Task item ->
Down to the last line, set down the listing below exactly, apart from its pictures.

Data ->

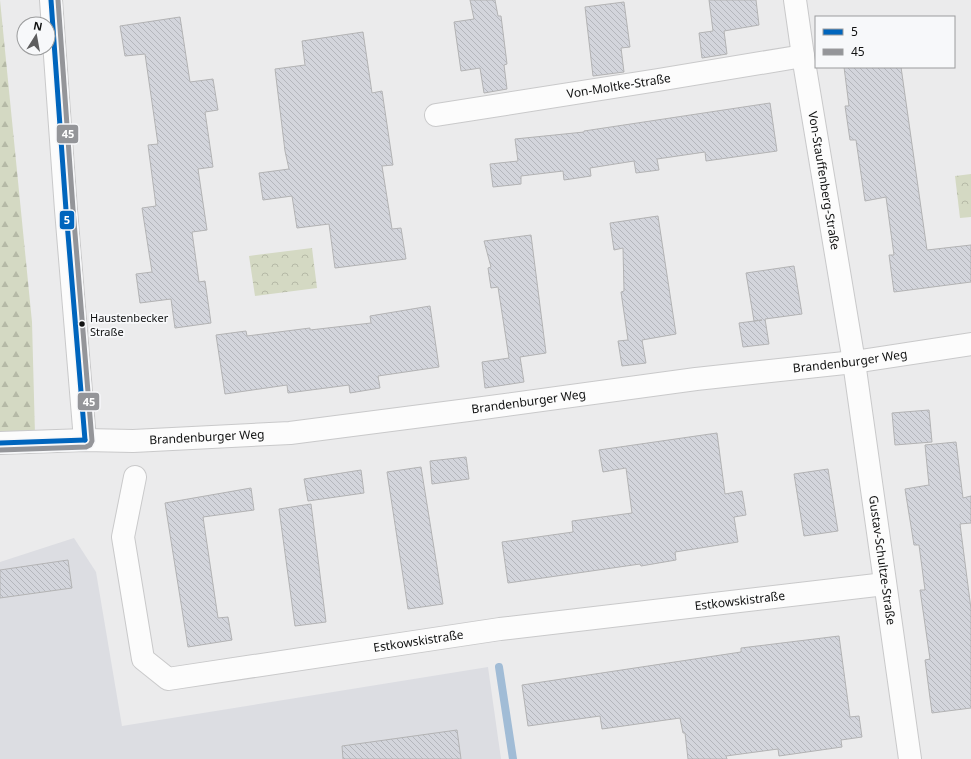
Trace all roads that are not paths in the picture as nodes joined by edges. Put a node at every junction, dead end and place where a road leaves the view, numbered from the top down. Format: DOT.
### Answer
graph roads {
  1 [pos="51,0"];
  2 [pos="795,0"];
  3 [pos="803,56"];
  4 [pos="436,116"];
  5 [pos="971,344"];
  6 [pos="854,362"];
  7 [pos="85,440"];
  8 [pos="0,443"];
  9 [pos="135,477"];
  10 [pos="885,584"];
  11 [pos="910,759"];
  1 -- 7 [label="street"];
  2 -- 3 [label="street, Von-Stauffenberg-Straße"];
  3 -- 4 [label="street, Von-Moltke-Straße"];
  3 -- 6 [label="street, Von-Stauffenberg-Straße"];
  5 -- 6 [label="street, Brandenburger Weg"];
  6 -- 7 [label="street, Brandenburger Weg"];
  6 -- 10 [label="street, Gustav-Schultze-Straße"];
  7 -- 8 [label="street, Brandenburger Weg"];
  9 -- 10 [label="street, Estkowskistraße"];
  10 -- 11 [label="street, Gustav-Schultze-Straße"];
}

Exercise response ->
Trace all roads that are not paths in the picture as nodes joined by edges. Put a node at every junction, dead end and place where a road leaves the view, numbered from the top down. Format: DOT.
### Answer
graph roads {
  1 [pos="51,0"];
  2 [pos="795,0"];
  3 [pos="803,56"];
  4 [pos="436,116"];
  5 [pos="971,344"];
  6 [pos="854,362"];
  7 [pos="85,440"];
  8 [pos="0,443"];
  9 [pos="135,477"];
  10 [pos="885,584"];
  11 [pos="910,759"];
  1 -- 7 [label="street"];
  2 -- 3 [label="street, Von-Stauffenberg-Straße"];
  3 -- 4 [label="street, Von-Moltke-Straße"];
  3 -- 6 [label="street, Von-Stauffenberg-Straße"];
  5 -- 6 [label="street, Brandenburger Weg"];
  6 -- 7 [label="street, Brandenburger Weg"];
  6 -- 10 [label="street, Gustav-Schultze-Straße"];
  7 -- 8 [label="street, Brandenburger Weg"];
  9 -- 10 [label="street, Estkowskistraße"];
  10 -- 11 [label="street, Gustav-Schultze-Straße"];
}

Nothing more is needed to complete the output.